Law 20, however, also qualifies the right to free expression.  According to article 8, “Every citizen has the right to express and publicly proclaim his opinions and ideas to the people’s congresses and the information media of the Jamahiriya.  No citizen shall be answerable for his exercise of this right unless he exploits it with a view to detracting from the people’s authority or for personal ends.”  The article continues: “It is prohibited to advocate ideas or opinions clandestinely or to attempt to disseminate or impose them on others through enticement, force, intimidation, or fraud.”

Libya’s code of criminal procedure is largely up to international standards; violations mostly result from poor implementation of the law.  The code guarantees the right to a lawyer.  The police must have a warrant to make an arrest or to search a home.  The police can hold a person for up to forty-eight hours, and the prosecution has up to six days to file charges, although a judge can extend this period for up to thirty days.  Defendants have the right to be informed of the charges against them and to have access to a lawyer from the moment of arrest.  They can hire a private attorney or get one appointed at no cost by the state.

In practice, the authorities do not always allow access to a lawyer.  Of the thirty-two prisoners and pre-trial detainees interviewed by Human Rights Watch, more than a dozen said they did not have access to a lawyer during their interrogation.  For some, the first time they saw their lawyer was at their trial, and even then they were not allowed to discuss their case in private.

Libya’s penal code is more problematic.  As discussed in the chapter of this report about the code, some articles impose severe punishments, including death, for acts and expression that should be protected under the rights to free association and speech.  The penal code is currently under revision but those parts of the draft made public in 2004 suggest that the changes do not go far enough to bring the code up to the international human rights standards Libya has pledged to uphold.



[178] Constitutional Proclamation of December 11, 1969, Preamble and article 37.

[179] Human Rights Watch interview with Libyan lawyer, Tripoli, May 5, 2005.

[180] All three constitutional laws are available in English at http://www.unhcr.ch/cgi-bin/texis/vtx/rsd?search=c&ISO=LBY, as of November 20, 2005.

[181] Human Rights Watch interview with Libyan lawyers and law professors at al-Fateh University.

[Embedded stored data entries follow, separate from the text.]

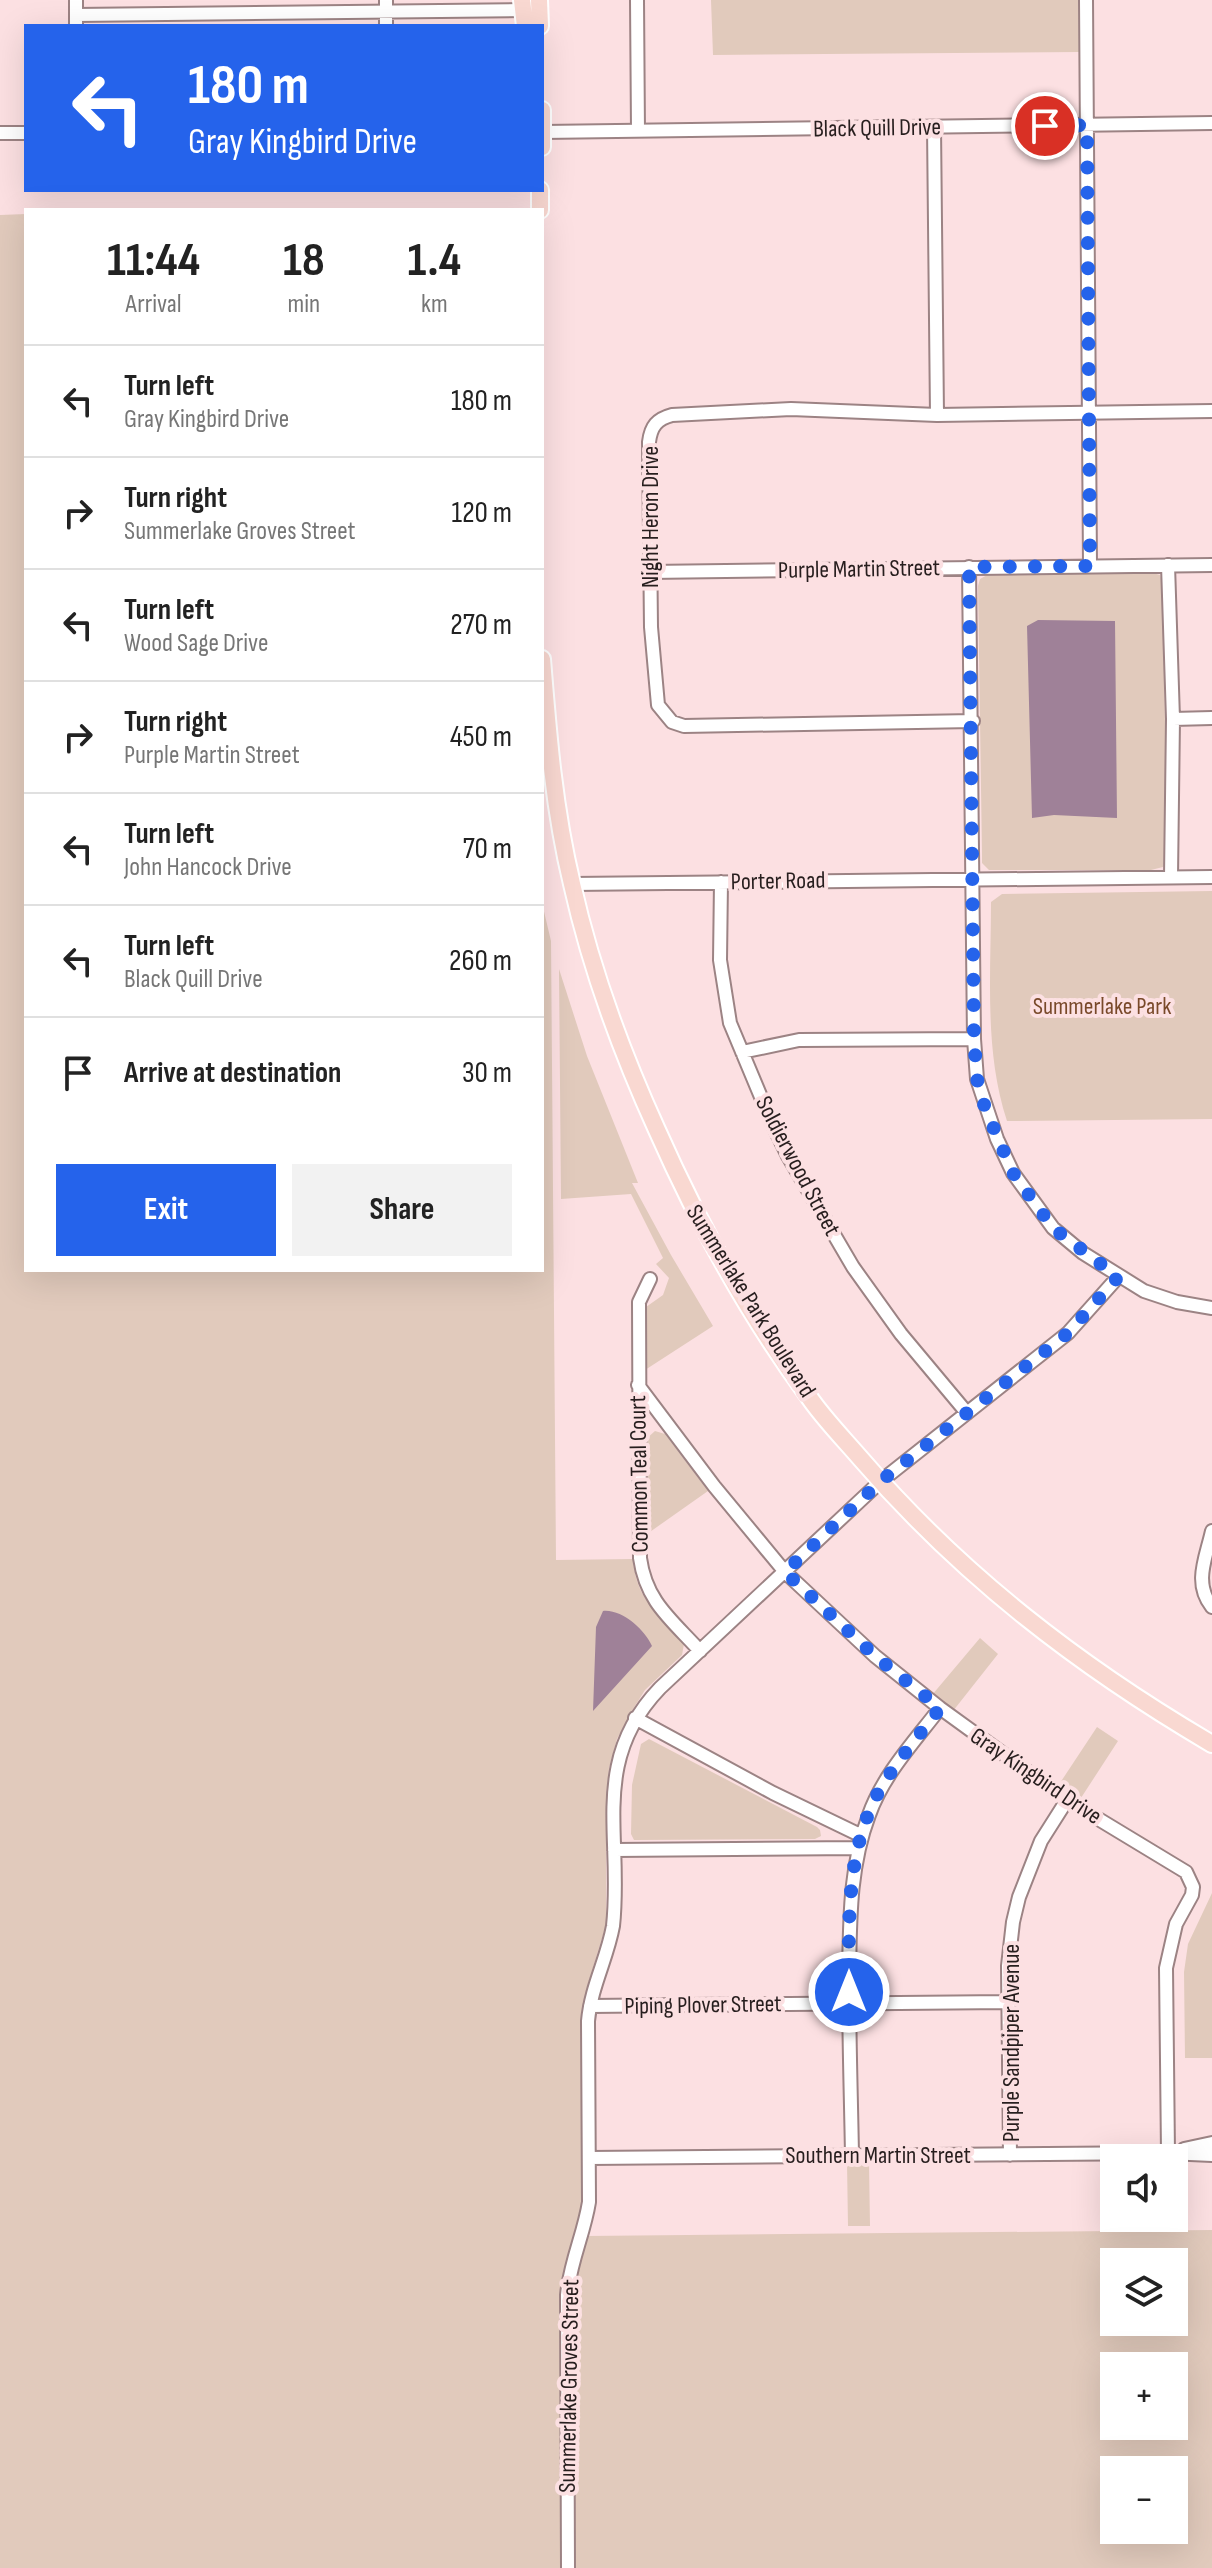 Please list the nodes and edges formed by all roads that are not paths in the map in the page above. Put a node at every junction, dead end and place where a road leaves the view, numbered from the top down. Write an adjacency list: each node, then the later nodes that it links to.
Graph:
1 (76, 0): 8 (street)
2 (539, 0): 9 (main road)
3 (637, 0): 13 (street)
4 (1086, 0): 11 (street)
5 (231, 7): 7 (street); 8 (street)
6 (523, 12): 7 (street)
7 (386, 13)
8 (76, 21)
9 (540, 24)
10 (1212, 123): 11 (street, Black Quill Drive)
11 (1087, 125): 12 (street, Black Quill Drive); 18 (street)
12 (934, 127): 13 (street, Black Quill Drive); 19 (street)
13 (638, 131): 14 (street, Black Quill Drive)
14 (544, 132)
15 (0, 133): 16 (street)
16 (24, 133)
17 (1212, 411): 18 (street, Night Heron Drive)
18 (1090, 412): 19 (street, Night Heron Drive); 22 (street)
19 (937, 415): 24 (street, Night Heron Drive)
20 (1168, 565): 21 (street, Purple Martin Street); 22 (street, Purple Martin Street); 27 (street)
21 (1212, 565)
22 (1090, 566): 23 (street, Purple Martin Street)
23 (969, 567): 24 (street, Purple Martin Street); 28 (street)
24 (649, 572): 28 (street, Night Heron Drive)
25 (544, 685): 33 (main road)
26 (1212, 718): 27 (street)
27 (1173, 719): 29 (street)
28 (973, 721): 31 (street)
29 (1171, 877): 30 (street, Porter Road); 31 (street, Porter Road)
30 (1212, 877)
31 (974, 878): 32 (street, Porter Road); 34 (street)
32 (721, 882): 33 (street, Porter Road); 35 (street, Soldierwood Street)
33 (572, 884): 41 (main road, Summerlake Park Boulevard)
34 (974, 1039): 35 (street); 36 (street)
35 (742, 1052): 40 (street, Soldierwood Street)
36 (1118, 1277): 38 (street); 40 (street, Summerlake Groves Street)
37 (650, 1279): 39 (street, Common Teal Court)
38 (1212, 1308)
39 (638, 1385): 43 (street, Gray Kingbird Drive); 45 (street, Common Teal Court)
40 (967, 1413): 41 (street, Summerlake Groves Street)
41 (881, 1481): 43 (street, Summerlake Groves Street); 48 (main road, Summerlake Park Boulevard)
42 (1212, 1531): 44 (street)
43 (785, 1572): 45 (street, Summerlake Groves Street); 46 (street, Gray Kingbird Drive)
44 (1212, 1607)
45 (700, 1651): 47 (street, Summerlake Groves Street)
46 (940, 1708): 49 (street, Gray Kingbird Drive); 50 (street)
47 (635, 1718): 50 (street); 51 (street, Summerlake Groves Street)
48 (1212, 1744)
49 (1067, 1800): 52 (street, Purple Sandpiper Avenue); 56 (street, Gray Kingbird Drive)
50 (860, 1842): 51 (street); 53 (street)
51 (614, 1850): 54 (street, Summerlake Groves Street)
52 (1008, 2002): 53 (street, Piping Plover Street); 61 (street, Purple Sandpiper Avenue)
53 (849, 2003): 54 (street, Piping Plover Street); 60 (street)
54 (590, 2006): 63 (street, Summerlake Groves Street)
55 (1212, 2143): 57 (street, Southern Martin Street)
56 (1168, 2144)
57 (1188, 2148)
58 (1100, 2154): 61 (street, Southern Martin Street)
59 (1188, 2154): 62 (street, Southern Martin Street)
60 (852, 2155): 61 (street, Southern Martin Street); 63 (street, Southern Martin Street)
61 (1010, 2155)
62 (1212, 2155)
63 (589, 2158): 64 (street, Summerlake Groves Street)
64 (568, 2568)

Tripoli, May 5, 2005.

[182] Act No. 5 (1991), Implementation of the Principles of the Great Green Charter for Human Rights in the Jamahiriya Era, article 1.  Article 2 of the law states that all legislation must be amended to be consistent with the Great Green Charter within a period of one year, or up to three years following a decision by the General People’s Congress.

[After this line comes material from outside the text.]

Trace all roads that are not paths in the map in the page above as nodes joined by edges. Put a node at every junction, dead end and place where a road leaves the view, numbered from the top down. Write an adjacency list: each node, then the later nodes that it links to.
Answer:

[183] Libyan Arab Jamahiriya report to the Human Rights Committee, CCPR/C/28/Add.17, March 2, 1995.  The report is available at http://www.arabhumanrights.org/countries/libya/ccpr/ccpr-c-28-add17-95e.pdf, accessed November 20, 2005.

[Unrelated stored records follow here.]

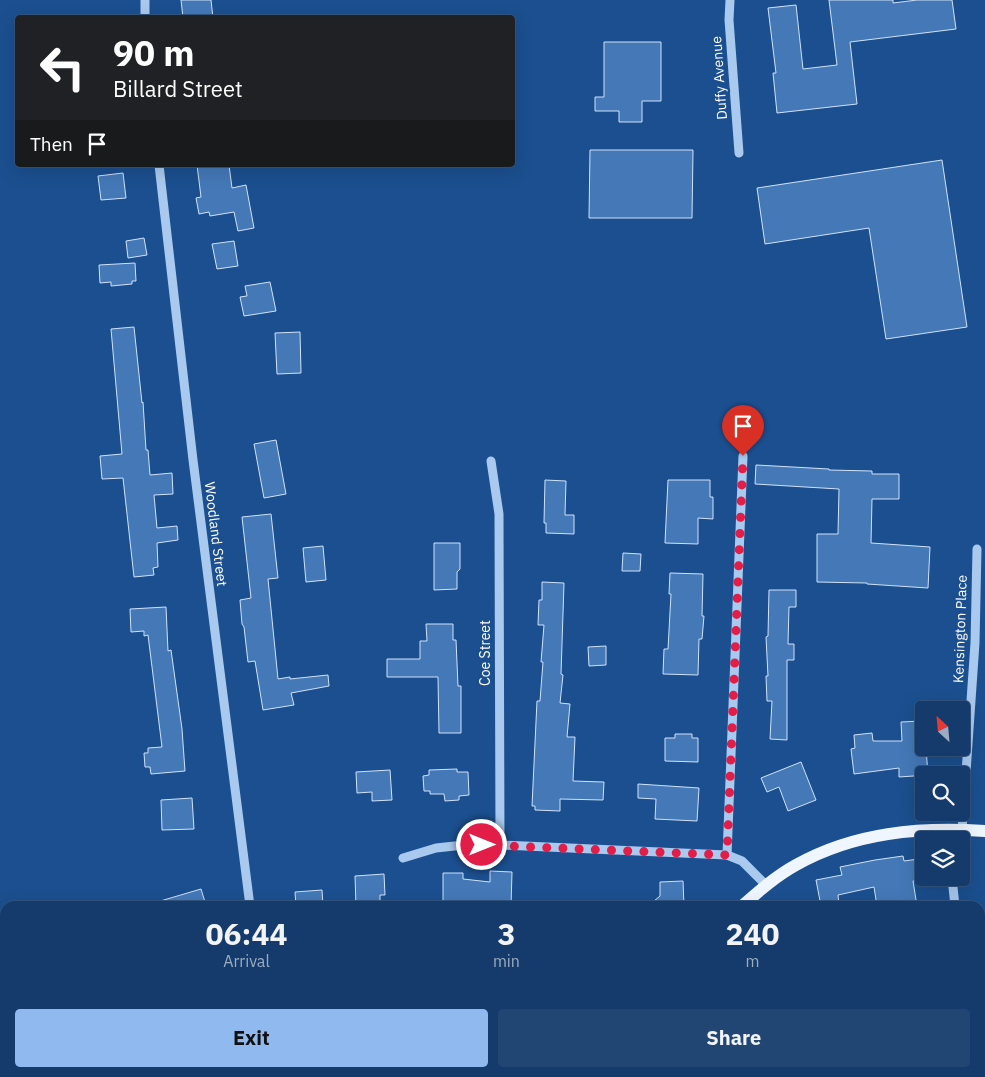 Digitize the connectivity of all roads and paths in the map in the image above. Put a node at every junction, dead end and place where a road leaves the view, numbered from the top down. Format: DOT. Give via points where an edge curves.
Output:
graph roads {
  1 [pos="145,0"];
  2 [pos="730,0"];
  3 [pos="145,15"];
  4 [pos="739,153"];
  5 [pos="159,167"];
  6 [pos="743,456"];
  7 [pos="491,461"];
  8 [pos="977,549"];
  9 [pos="962,830"];
  10 [pos="930,831"];
  11 [pos="959,831"];
  12 [pos="985,831"];
  13 [pos="500,845"];
  14 [pos="727,855"];
  15 [pos="403,858"];
  16 [pos="766,885"];
  17 [pos="953,886"];
  18 [pos="249,901"];
  19 [pos="748,901"];
  20 [pos="954,901"];
  1 -- 3 [label="street"];
  2 -- 4 [label="street, Duffy Avenue"];
  5 -- 18 [label="street, Woodland Street"];
  6 -- 14 [label="street"];
  7 -- 13 [label="street, Coe Street" via="499,514"];
  8 -- 9 [label="street, Kensington Place" via="975,642"];
  9 -- 11 [label="main road"];
  9 -- 12 [label="main road"];
  10 -- 16 [label="main road" via="889,833 853,840 795,865"];
  13 -- 14 [label="street"];
  13 -- 15 [label="street" via="436,848"];
  14 -- 16 [label="street" via="742,861"];
  16 -- 19 [label="main road"];
  17 -- 20 [label="street"];
}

[184] Libyan Arab Jamahiriya report to the Committee Against Torture, CAT/C/44/Add.3, January 28, 1999.  The report is available at http://www.unhchr.ch/tbs/doc.nsf/(Symbol)/CAT.C.44.Add.3.En?Opendocument, accessed September 11, 2005.

[185] According to article 9 of the Law on Enhancing Freedom, “Citizens are free to establish and join trade unions, professional and social federations and leagues and charitable associations in order to protect their interests or achieve the legitimate objectives for which those institutions have been established.”

[186] The independence of the judiciary is also guaranteed in the Organization of the Judiciary Act No. 55 of 1976.